*** MATERIAL FOR THE TASK Section Begins ***

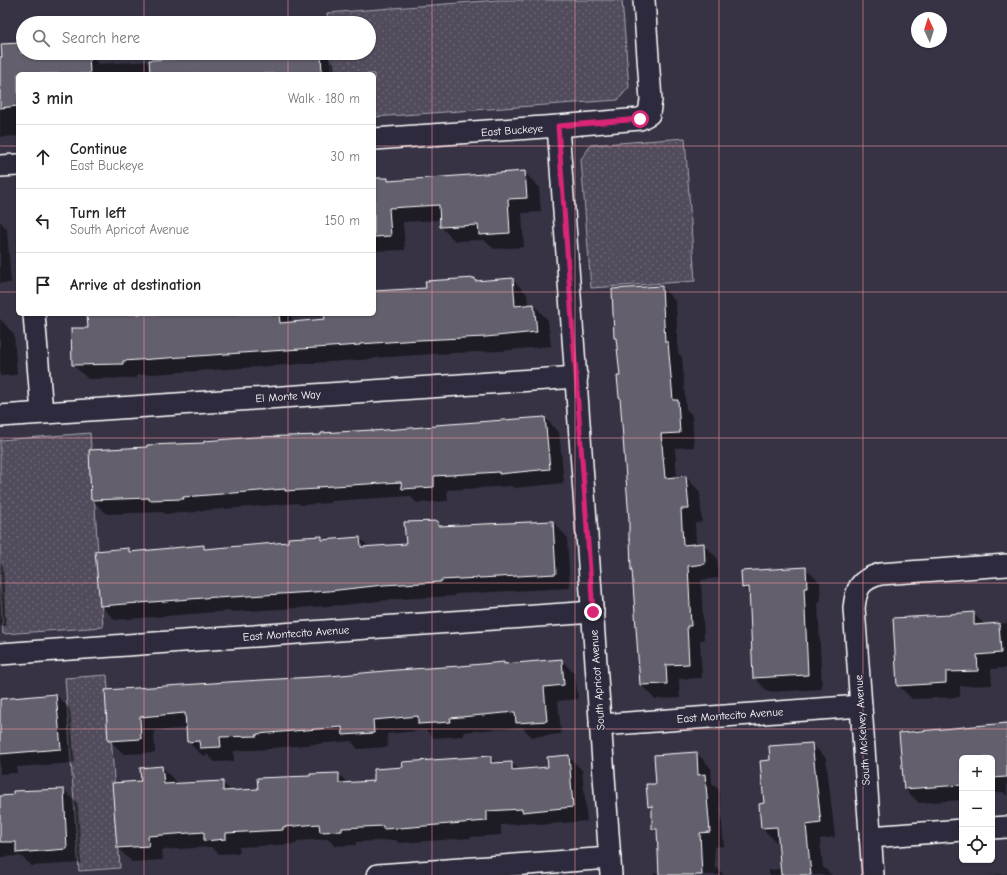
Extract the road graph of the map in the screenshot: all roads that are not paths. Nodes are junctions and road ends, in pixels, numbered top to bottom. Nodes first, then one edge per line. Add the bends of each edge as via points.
1 (644, 0) edge
2 (558, 126) junction
3 (376, 139) edge
4 (16, 164) edge
5 (0, 166) edge
6 (34, 316) edge
7 (576, 377) junction
8 (42, 413) junction
9 (0, 416) edge
10 (1007, 565) edge
11 (593, 612) junction
12 (0, 654) edge
13 (861, 706) junction
14 (600, 725) junction
15 (1007, 827) edge
16 (995, 828) edge
17 (959, 830) edge
18 (870, 837) junction
19 (610, 866) edge
20 (378, 875) edge
21 (873, 875) edge

1 - 2 street, East Buckeye via 651,100 649,114 640,119
2 - 3 street, East Buckeye
2 - 7 street, South Apricot Avenue
4 - 5 street
6 - 8 street
7 - 8 street, El Monte Way
7 - 11 street, South Apricot Avenue
8 - 9 street, El Monte Way
10 - 13 street, South McKelvey Avenue via 880,574 868,578 859,586 854,608
11 - 12 street, East Montecito Avenue
11 - 14 street, South Apricot Avenue
13 - 14 street, East Montecito Avenue
13 - 18 street, South McKelvey Avenue
14 - 19 street, South Apricot Avenue
15 - 16 street
17 - 18 street
18 - 21 street, South McKelvey Avenue
19 - 20 street

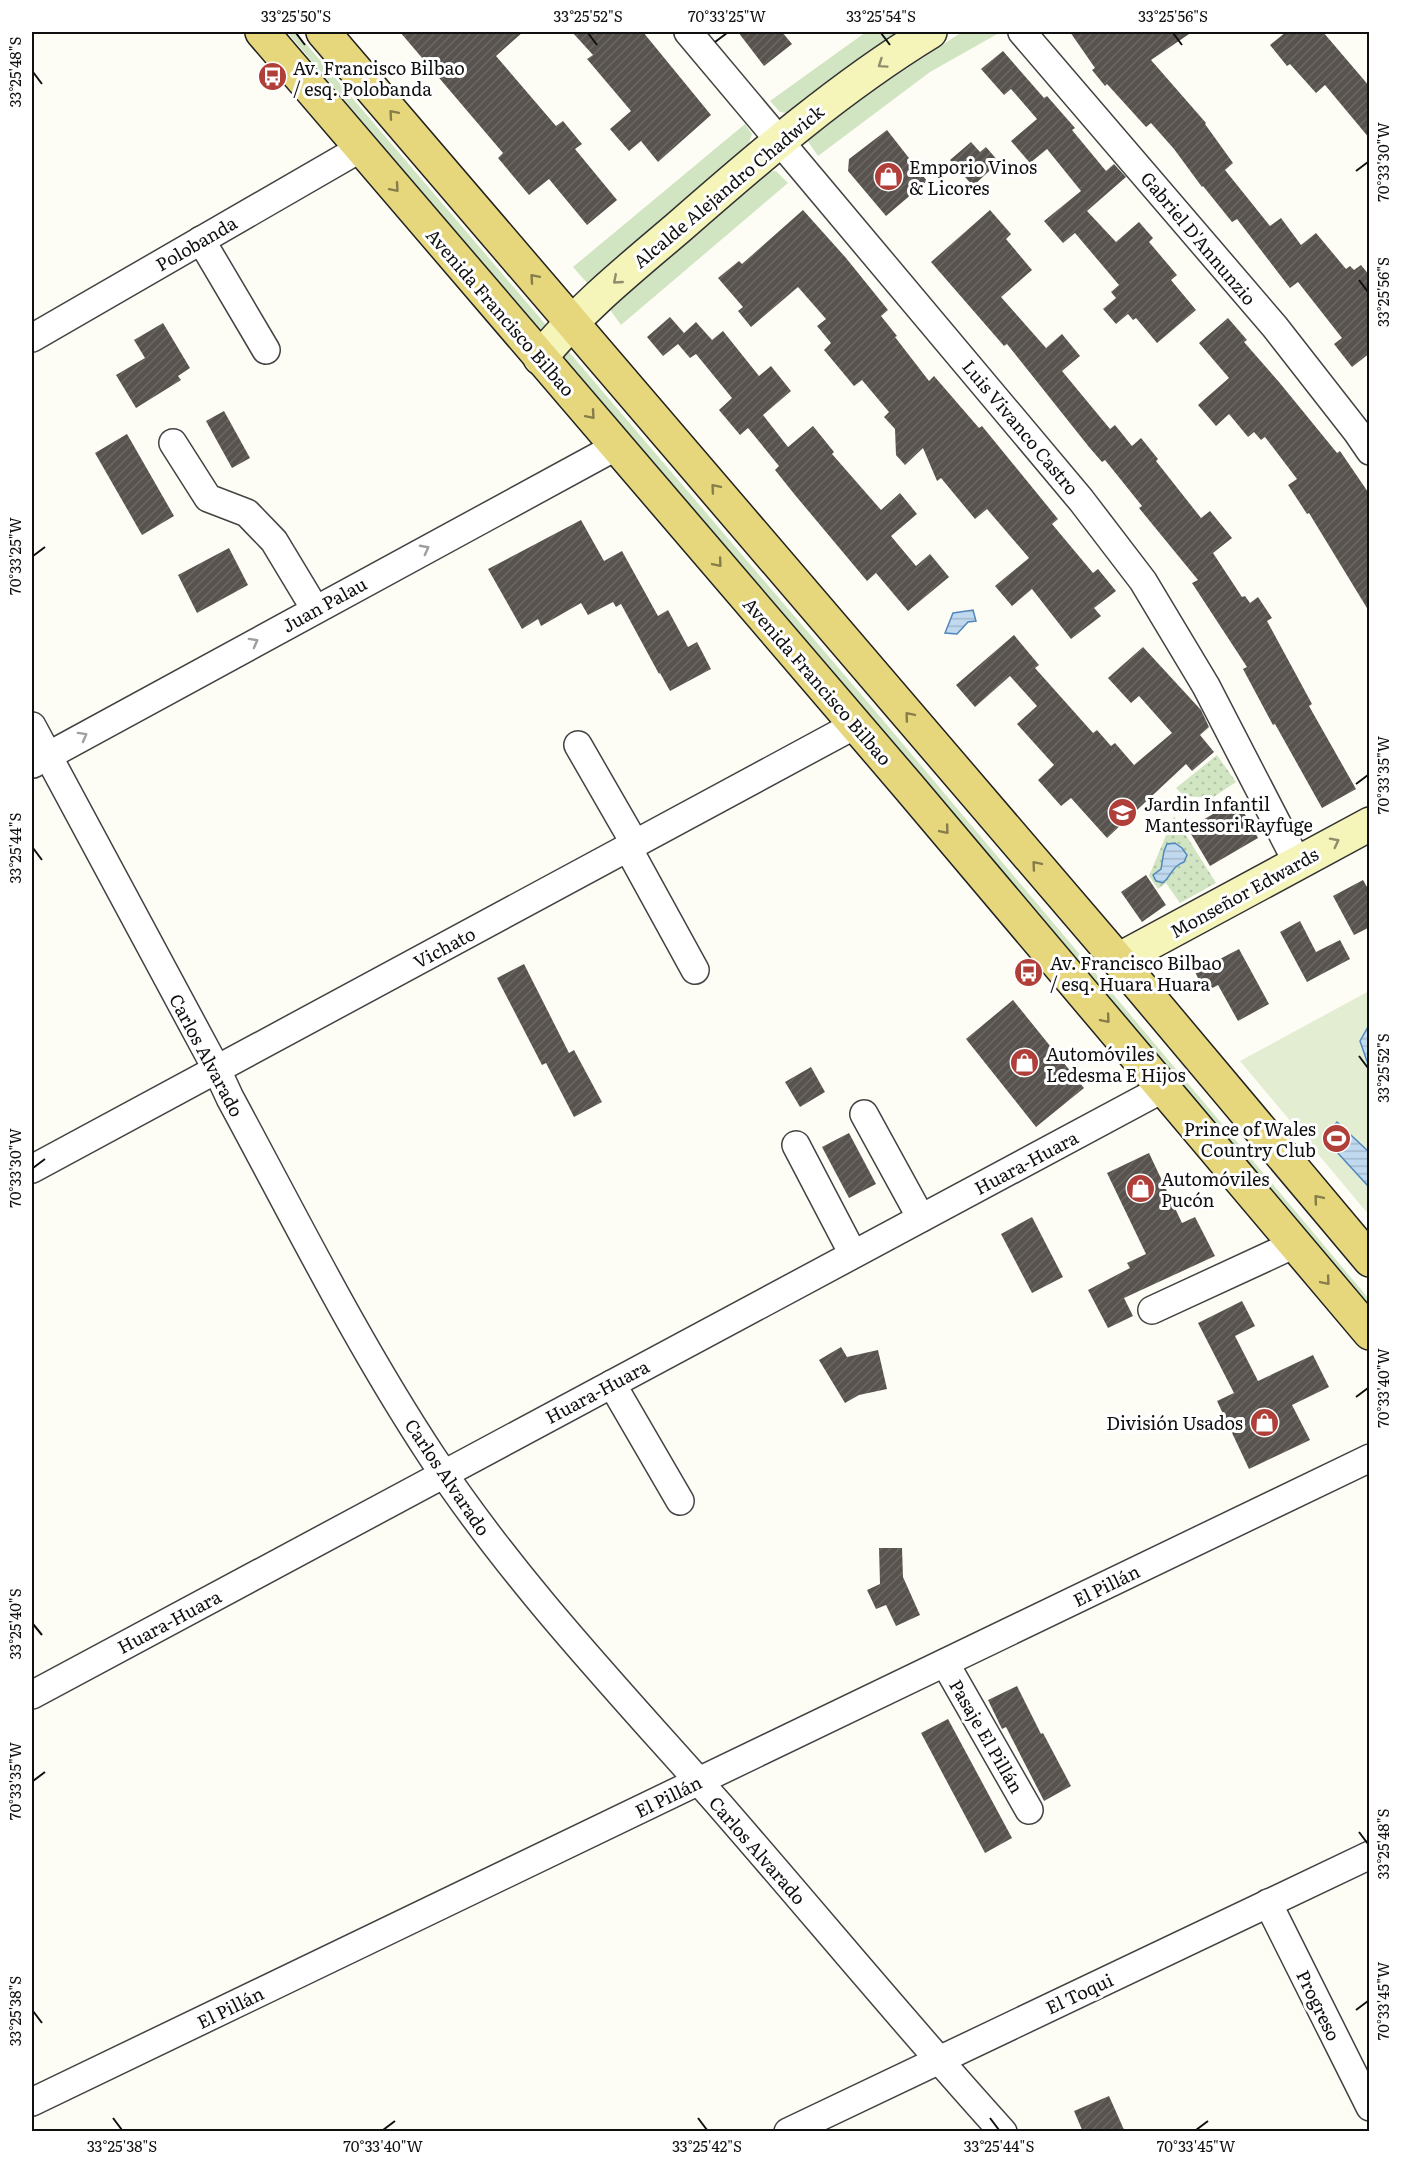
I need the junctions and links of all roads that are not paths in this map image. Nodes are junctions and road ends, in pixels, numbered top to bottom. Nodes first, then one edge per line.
1 (262, 32) edge
2 (323, 32) edge
3 (688, 32) edge
4 (930, 32) edge
5 (1023, 32) edge
6 (780, 141) junction
7 (361, 148) junction
8 (201, 240) junction
9 (572, 322) junction
10 (32, 338) edge
11 (266, 350) dead end
12 (540, 358) junction
13 (173, 443) dead end
14 (617, 446) junction
15 (1370, 450) edge
16 (315, 609) junction
17 (855, 725) junction
18 (32, 726) edge
19 (578, 744) dead end
20 (40, 760) edge
21 (1370, 824) edge
22 (631, 846) junction
23 (1297, 862) junction
24 (1041, 943) junction
25 (1118, 960) junction
26 (695, 970) dead end
27 (217, 1070) junction
28 (1164, 1088) junction
29 (864, 1114) dead end
30 (796, 1145) dead end
31 (32, 1169) edge
32 (921, 1218) junction
33 (1295, 1244) junction
34 (853, 1254) junction
35 (1370, 1260) edge
36 (1152, 1310) dead end
37 (1370, 1333) edge
38 (612, 1384) junction
39 (1370, 1458) edge
40 (444, 1473) junction
41 (680, 1501) dead end
42 (945, 1662) junction
43 (32, 1695) edge
44 (698, 1781) junction
45 (1029, 1810) dead end
46 (1370, 1855) edge
47 (1268, 1903) junction
48 (939, 2060) junction
49 (1367, 2094) edge
50 (32, 2102) edge
51 (788, 2132) edge
52 (1003, 2132) edge

1 - 7 main road, Avenida Francisco Bilbao
9 -> 2 main road
3 - 6 street, Luis Vivanco Castro
4 -> 6 street, Alcalde Alejandro Chadwick
5 - 15 street, Gabriel D'Annunzio
6 -> 9 street, Alcalde Alejandro Chadwick
6 - 23 street, Luis Vivanco Castro
7 - 8 street, Polobanda
7 -> 12 main road, Avenida Francisco Bilbao
8 - 10 street, Polobanda
8 - 11 street
9 - 12 street, Alcalde Alejandro Chadwick
25 -> 9 main road
12 -> 14 main road, Avenida Francisco Bilbao
13 - 16 street
16 -> 14 street, Juan Palau
14 -> 17 main road, Avenida Francisco Bilbao
20 -> 16 street, Juan Palau
17 - 22 street, Vichato
17 -> 24 main road, Avenida Francisco Bilbao
18 - 20 street, Carlos Alvarado
19 - 22 street
20 - 27 street, Carlos Alvarado
23 -> 21 street, Monseñor Edwards
22 - 26 street
22 - 27 street, Vichato
23 - 25 street, Monseñor Edwards
24 - 25 main road
24 -> 28 main road, Avenida Francisco Bilbao
35 -> 25 main road
27 - 31 street, Vichato
27 - 40 street, Carlos Alvarado
28 - 32 street, Huara-Huara
28 - 33 main road, Avenida Francisco Bilbao
29 - 32 street
30 - 34 street
32 - 34 street, Huara-Huara
33 - 36 street
33 -> 37 main road, Avenida Francisco Bilbao
34 - 38 street, Huara-Huara
38 - 40 street, Huara-Huara
38 - 41 street
39 - 42 street, El Pillán
40 - 43 street, Huara-Huara
40 - 44 street, Carlos Alvarado
42 - 44 street, El Pillán
42 - 45 street, Pasaje El Pillán
44 - 48 street, Carlos Alvarado
44 - 50 street, El Pillán
46 - 47 street, El Toqui
47 - 48 street, El Toqui
47 - 49 street, Progreso
48 - 51 street, El Toqui
48 - 52 street, Carlos Alvarado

*** MATERIAL FOR THE TASK Section Ends ***

- _WHAT THE TASK REQUIRES_:
Please ensure that the data above is repeated exactly, with no pictures in the copy.

- _YOUR RESPONSE_:
Extract the road graph of the map in the screenshot: all roads that are not paths. Nodes are junctions and road ends, in pixels, numbered top to bottom. Nodes first, then one edge per line. Add the bends of each edge as via points.
1 (644, 0) edge
2 (558, 126) junction
3 (376, 139) edge
4 (16, 164) edge
5 (0, 166) edge
6 (34, 316) edge
7 (576, 377) junction
8 (42, 413) junction
9 (0, 416) edge
10 (1007, 565) edge
11 (593, 612) junction
12 (0, 654) edge
13 (861, 706) junction
14 (600, 725) junction
15 (1007, 827) edge
16 (995, 828) edge
17 (959, 830) edge
18 (870, 837) junction
19 (610, 866) edge
20 (378, 875) edge
21 (873, 875) edge

1 - 2 street, East Buckeye via 651,100 649,114 640,119
2 - 3 street, East Buckeye
2 - 7 street, South Apricot Avenue
4 - 5 street
6 - 8 street
7 - 8 street, El Monte Way
7 - 11 street, South Apricot Avenue
8 - 9 street, El Monte Way
10 - 13 street, South McKelvey Avenue via 880,574 868,578 859,586 854,608
11 - 12 street, East Montecito Avenue
11 - 14 street, South Apricot Avenue
13 - 14 street, East Montecito Avenue
13 - 18 street, South McKelvey Avenue
14 - 19 street, South Apricot Avenue
15 - 16 street
17 - 18 street
18 - 21 street, South McKelvey Avenue
19 - 20 street

I need the junctions and links of all roads that are not paths in this map image. Nodes are junctions and road ends, in pixels, numbered top to bottom. Nodes first, then one edge per line.
1 (262, 32) edge
2 (323, 32) edge
3 (688, 32) edge
4 (930, 32) edge
5 (1023, 32) edge
6 (780, 141) junction
7 (361, 148) junction
8 (201, 240) junction
9 (572, 322) junction
10 (32, 338) edge
11 (266, 350) dead end
12 (540, 358) junction
13 (173, 443) dead end
14 (617, 446) junction
15 (1370, 450) edge
16 (315, 609) junction
17 (855, 725) junction
18 (32, 726) edge
19 (578, 744) dead end
20 (40, 760) edge
21 (1370, 824) edge
22 (631, 846) junction
23 (1297, 862) junction
24 (1041, 943) junction
25 (1118, 960) junction
26 (695, 970) dead end
27 (217, 1070) junction
28 (1164, 1088) junction
29 (864, 1114) dead end
30 (796, 1145) dead end
31 (32, 1169) edge
32 (921, 1218) junction
33 (1295, 1244) junction
34 (853, 1254) junction
35 (1370, 1260) edge
36 (1152, 1310) dead end
37 (1370, 1333) edge
38 (612, 1384) junction
39 (1370, 1458) edge
40 (444, 1473) junction
41 (680, 1501) dead end
42 (945, 1662) junction
43 (32, 1695) edge
44 (698, 1781) junction
45 (1029, 1810) dead end
46 (1370, 1855) edge
47 (1268, 1903) junction
48 (939, 2060) junction
49 (1367, 2094) edge
50 (32, 2102) edge
51 (788, 2132) edge
52 (1003, 2132) edge

1 - 7 main road, Avenida Francisco Bilbao
9 -> 2 main road
3 - 6 street, Luis Vivanco Castro
4 -> 6 street, Alcalde Alejandro Chadwick
5 - 15 street, Gabriel D'Annunzio
6 -> 9 street, Alcalde Alejandro Chadwick
6 - 23 street, Luis Vivanco Castro
7 - 8 street, Polobanda
7 -> 12 main road, Avenida Francisco Bilbao
8 - 10 street, Polobanda
8 - 11 street
9 - 12 street, Alcalde Alejandro Chadwick
25 -> 9 main road
12 -> 14 main road, Avenida Francisco Bilbao
13 - 16 street
16 -> 14 street, Juan Palau
14 -> 17 main road, Avenida Francisco Bilbao
20 -> 16 street, Juan Palau
17 - 22 street, Vichato
17 -> 24 main road, Avenida Francisco Bilbao
18 - 20 street, Carlos Alvarado
19 - 22 street
20 - 27 street, Carlos Alvarado
23 -> 21 street, Monseñor Edwards
22 - 26 street
22 - 27 street, Vichato
23 - 25 street, Monseñor Edwards
24 - 25 main road
24 -> 28 main road, Avenida Francisco Bilbao
35 -> 25 main road
27 - 31 street, Vichato
27 - 40 street, Carlos Alvarado
28 - 32 street, Huara-Huara
28 - 33 main road, Avenida Francisco Bilbao
29 - 32 street
30 - 34 street
32 - 34 street, Huara-Huara
33 - 36 street
33 -> 37 main road, Avenida Francisco Bilbao
34 - 38 street, Huara-Huara
38 - 40 street, Huara-Huara
38 - 41 street
39 - 42 street, El Pillán
40 - 43 street, Huara-Huara
40 - 44 street, Carlos Alvarado
42 - 44 street, El Pillán
42 - 45 street, Pasaje El Pillán
44 - 48 street, Carlos Alvarado
44 - 50 street, El Pillán
46 - 47 street, El Toqui
47 - 48 street, El Toqui
47 - 49 street, Progreso
48 - 51 street, El Toqui
48 - 52 street, Carlos Alvarado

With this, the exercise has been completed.